Brette Sember, former attorney and author of The Everything Kids' Money Book, says that a discussion about inflation may help kids be more understanding of parents' current financial struggles. "Kids may see that their parents are stressed or worried about money," Sember says. "Explaining inflation can help them put a name on it and understand what has happened."

What Is Inflation?

Inflation, at its most basic definition, is a rise in prices. Parents should have no trouble finding examples to illustrate the concept, whether at the toy store or their family's favorite ice cream shop. For instance, a baseball bat that cost $20 two years ago may now cost $25, while a $6 banana split might be closer to $10. Inflation means our overall cost of living is going up.

Inflation is measured in a number of ways, but one of the most common measurements is the Consumer Price Index (CPI), used by the U.S. Bureau of Labor Statistics. The CPI gets its figures by surveying thousands of businesses and recording the prices of 80,000 consumer items each month—everything from food and clothing to housing costs and health care.

The Federal Reserve aims for a target inflation rate of 2%, but our current inflation rate in 2022 is more than 8%. Check out the U.S. Bureau of Labor Statistics' inflation calculator to see how this works.

What Causes Inflation?

Inflation happens for many reasons, but they can be broken down into three main categories.

Demand-Pull Inflation: This happens when the supply of products or services can't keep up with demand. For example, nine kids want a banana split, but there's only enough ice cream to make five. The ice cream shop may raise their prices because they have fewer banana splits to sell, but they know some of their customers are willing to pay more to satisfy their cravings.

Cost-Push Inflation: The cost of producing products and services goes up, and businesses must raise their prices to continue making money. In the ice cream shop scenario, cost-push inflation would happen if the cost of ingredients like milk and sugar increases, and the ice cream shop owner has to raise prices in order to continue making a profit.

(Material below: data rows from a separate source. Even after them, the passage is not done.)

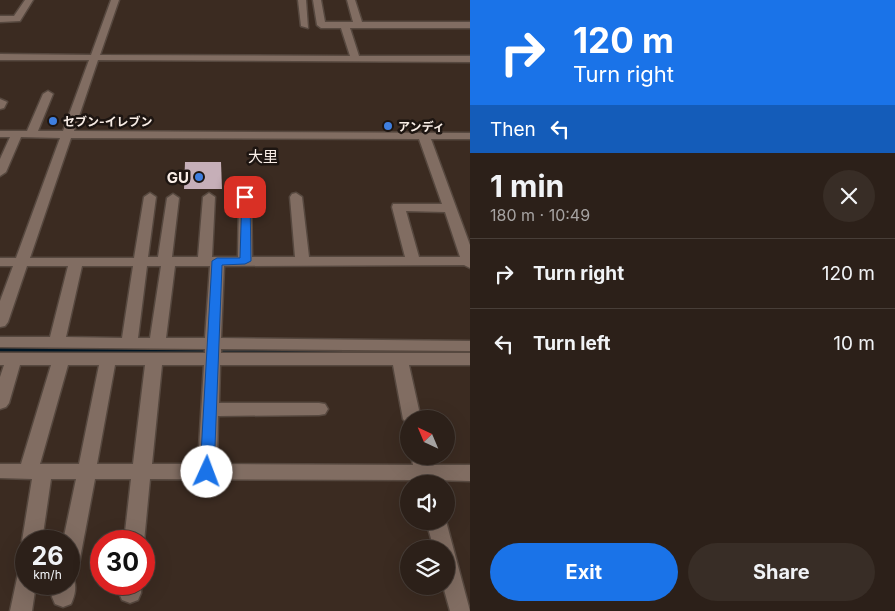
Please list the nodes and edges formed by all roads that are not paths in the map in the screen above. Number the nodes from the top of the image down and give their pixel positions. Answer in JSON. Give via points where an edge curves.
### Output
{"nodes":[{"id":1,"x":29,"y":0,"type":"edge"},
{"id":2,"x":116,"y":0,"type":"edge"},
{"id":3,"x":302,"y":0,"type":"edge"},
{"id":4,"x":317,"y":0,"type":"edge"},
{"id":5,"x":351,"y":0,"type":"edge"},
{"id":6,"x":0,"y":19,"type":"edge"},
{"id":7,"x":344,"y":25,"type":"junction"},
{"id":8,"x":358,"y":25,"type":"junction"},
{"id":9,"x":470,"y":25,"type":"edge"},
{"id":10,"x":305,"y":26,"type":"dead end"},
{"id":11,"x":0,"y":58,"type":"edge"},
{"id":12,"x":95,"y":58,"type":"junction"},
{"id":13,"x":355,"y":58,"type":"junction"},
{"id":14,"x":470,"y":59,"type":"edge"},
{"id":15,"x":48,"y":94,"type":"dead end"},
{"id":16,"x":0,"y":134,"type":"edge"},
{"id":17,"x":17,"y":134,"type":"junction"},
{"id":18,"x":31,"y":134,"type":"junction"},
{"id":19,"x":67,"y":134,"type":"junction"},
{"id":20,"x":424,"y":136,"type":"junction"},
{"id":21,"x":470,"y":136,"type":"edge"},
{"id":22,"x":0,"y":172,"type":"edge"},
{"id":23,"x":150,"y":197,"type":"dead end"},
{"id":24,"x":209,"y":197,"type":"dead end"},
{"id":25,"x":245,"y":197,"type":"dead end"},
{"id":26,"x":296,"y":197,"type":"dead end"},
{"id":27,"x":173,"y":198,"type":"dead end"},
{"id":28,"x":450,"y":208,"type":"junction"},
{"id":29,"x":211,"y":261,"type":"junction"},
{"id":30,"x":245,"y":261,"type":"junction"},
{"id":31,"x":302,"y":261,"type":"junction"},
{"id":32,"x":413,"y":261,"type":"junction"},
{"id":33,"x":0,"y":262,"type":"edge"},
{"id":34,"x":76,"y":262,"type":"junction"},
{"id":35,"x":141,"y":262,"type":"junction"},
{"id":36,"x":166,"y":262,"type":"junction"},
{"id":37,"x":20,"y":263,"type":"junction"},
{"id":38,"x":469,"y":263,"type":"edge"},
{"id":39,"x":0,"y":322,"type":"edge"},
{"id":40,"x":0,"y":342,"type":"edge"},
{"id":41,"x":129,"y":344,"type":"junction"},
{"id":42,"x":470,"y":346,"type":"edge"},
{"id":43,"x":58,"y":352,"type":"junction"},
{"id":44,"x":156,"y":352,"type":"junction"},
{"id":45,"x":212,"y":352,"type":"junction"},
{"id":46,"x":7,"y":359,"type":"edge"},
{"id":47,"x":470,"y":359,"type":"edge"},
{"id":48,"x":108,"y":360,"type":"junction"},
{"id":49,"x":400,"y":360,"type":"junction"},
{"id":50,"x":0,"y":403,"type":"edge"},
{"id":51,"x":319,"y":409,"type":"dead end"},
{"id":52,"x":210,"y":410,"type":"junction"},
{"id":53,"x":410,"y":410,"type":"edge"},
{"id":54,"x":35,"y":471,"type":"junction"},
{"id":55,"x":423,"y":471,"type":"edge"},
{"id":56,"x":0,"y":472,"type":"edge"},
{"id":57,"x":85,"y":472,"type":"junction"},
{"id":58,"x":140,"y":472,"type":"junction"},
{"id":59,"x":207,"y":472,"type":"junction"},
{"id":60,"x":470,"y":473,"type":"edge"},
{"id":61,"x":32,"y":530,"type":"edge"},
{"id":62,"x":75,"y":530,"type":"edge"},
{"id":63,"x":135,"y":530,"type":"edge"},
{"id":64,"x":455,"y":590,"type":"edge"},
{"id":65,"x":23,"y":595,"type":"edge"},
{"id":66,"x":21,"y":611,"type":"edge"},
{"id":67,"x":461,"y":611,"type":"edge"}],
"edges":[{"from":1,"to":6,"type":"street","via":[[17,19]]},
{"from":2,"to":12,"type":"street"},
{"from":3,"to":10,"type":"street"},
{"from":4,"to":7,"type":"street","via":[[321,25]]},
{"from":5,"to":8,"type":"street"},
{"from":7,"to":8,"type":"street"},
{"from":7,"to":13,"type":"street"},
{"from":8,"to":9,"type":"street"},
{"from":11,"to":12,"type":"street"},
{"from":12,"to":13,"type":"street"},
{"from":12,"to":19,"type":"street"},
{"from":13,"to":14,"type":"street"},
{"from":15,"to":18,"type":"street"},
{"from":16,"to":17,"type":"street"},
{"from":17,"to":18,"type":"street"},
{"from":17,"to":22,"type":"street"},
{"from":18,"to":19,"type":"street"},
{"from":19,"to":20,"type":"street"},
{"from":19,"to":37,"type":"street"},
{"from":20,"to":21,"type":"street"},
{"from":20,"to":28,"type":"street"},
{"from":23,"to":35,"type":"street"},
{"from":24,"to":29,"type":"street"},
{"from":25,"to":30,"type":"street"},
{"from":26,"to":31,"type":"street"},
{"from":27,"to":36,"type":"street"},
{"from":28,"to":32,"type":"street","via":[[398,207]]},
{"from":28,"to":38,"type":"street"},
{"from":29,"to":30,"type":"street"},
{"from":29,"to":36,"type":"street"},
{"from":29,"to":45,"type":"street"},
{"from":30,"to":31,"type":"street"},
{"from":31,"to":32,"type":"street"},
{"from":32,"to":38,"type":"street"},
{"from":33,"to":37,"type":"street"},
{"from":34,"to":35,"type":"street"},
{"from":34,"to":37,"type":"street"},
{"from":34,"to":43,"type":"street"},
{"from":35,"to":36,"type":"street"},
{"from":35,"to":41,"type":"street"},
{"from":36,"to":44,"type":"street"},
{"from":37,"to":39,"type":"street"},
{"from":40,"to":43,"type":"street"},
{"from":41,"to":43,"type":"street"},
{"from":41,"to":44,"type":"street"},
{"from":42,"to":45,"type":"street"},
{"from":43,"to":46,"type":"street"},
{"from":43,"to":48,"type":"street"},
{"from":43,"to":54,"type":"street"},
{"from":44,"to":45,"type":"street"},
{"from":44,"to":48,"type":"street"},
{"from":44,"to":58,"type":"street"},
{"from":45,"to":49,"type":"street"},
{"from":45,"to":52,"type":"street"},
{"from":46,"to":50,"type":"street"},
{"from":47,"to":49,"type":"street"},
{"from":48,"to":57,"type":"street"},
{"from":49,"to":53,"type":"street"},
{"from":51,"to":52,"type":"street"},
{"from":52,"to":59,"type":"street"},
{"from":54,"to":56,"type":"street"},
{"from":54,"to":57,"type":"street"},
{"from":54,"to":61,"type":"street"},
{"from":55,"to":59,"type":"street"},
{"from":55,"to":60,"type":"street"},
{"from":57,"to":58,"type":"street"},
{"from":57,"to":62,"type":"street"},
{"from":58,"to":59,"type":"street"},
{"from":58,"to":63,"type":"street"},
{"from":64,"to":67,"type":"street"},
{"from":65,"to":66,"type":"street"}]}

Built-In Inflation: This type of inflation happens when workers need higher wages to keep up with rising living costs. So if the ice cream shop's employees earn raises because their bills have increased, the shop's owner may raise ice cream prices to help cover those higher payroll costs.

So what's to blame for today's record-breaking inflation? The COVID-19 pandemic, of course, is a major culprit. Many businesses are still struggling with supply issues created by staff shortages during the pandemic. On the other hand, many consumers have more money to spend, thanks to government stimulus payments, and interest rates are still relatively low. These are just some of the factors that have combined to create the historic inflationary period.

Is Inflation a Bad Thing?

While moderate inflation is completely normal and even signifies a strong economy, a high inflation rate—or hyperinflation—means that the value of our money has gone down. And that's not a good thing. On the other hand, both deflation (when prices fall) and stagflation (when an economy stops growing) can be harmful to the economy in their own ways.

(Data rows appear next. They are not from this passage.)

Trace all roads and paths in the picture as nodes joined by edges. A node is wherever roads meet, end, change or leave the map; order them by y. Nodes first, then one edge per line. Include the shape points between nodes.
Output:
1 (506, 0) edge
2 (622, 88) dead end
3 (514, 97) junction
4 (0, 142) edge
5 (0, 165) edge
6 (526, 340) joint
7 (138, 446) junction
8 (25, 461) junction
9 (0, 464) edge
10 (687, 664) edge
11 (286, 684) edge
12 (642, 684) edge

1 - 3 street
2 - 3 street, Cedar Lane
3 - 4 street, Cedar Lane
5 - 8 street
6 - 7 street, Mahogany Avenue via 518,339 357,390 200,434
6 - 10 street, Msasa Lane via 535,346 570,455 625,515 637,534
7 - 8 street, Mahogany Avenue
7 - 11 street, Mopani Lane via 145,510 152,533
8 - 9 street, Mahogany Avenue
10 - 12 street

How Can Inflation Impact My Family?

From canceled family vacations to reduced grocery budgets, there are many ways inflation may impact families. This can be disappointing and even scary for kids, but Sember recommends assuring them that it's not a permanent problem. "Some things cost more right now, but the family is not going to completely run out of money," she says. "Gas is an example of a price increase that is impacting a lot of families. Yes, the price of gas has gone up and maybe your family is trying to cut back on how much gas you're using.... So maybe you are taking a bus sometimes or you're riding bikes to the library. Or maybe some days you just decide you won't drive anywhere at all."

Inflation is creating real financial challenges for many families, but parents may be able to relieve at least some of the pressure by being honest with their children. "Get kids on board with finding ways to save money or reduce expenses," Semper says. "Things that they can help with then become less scary."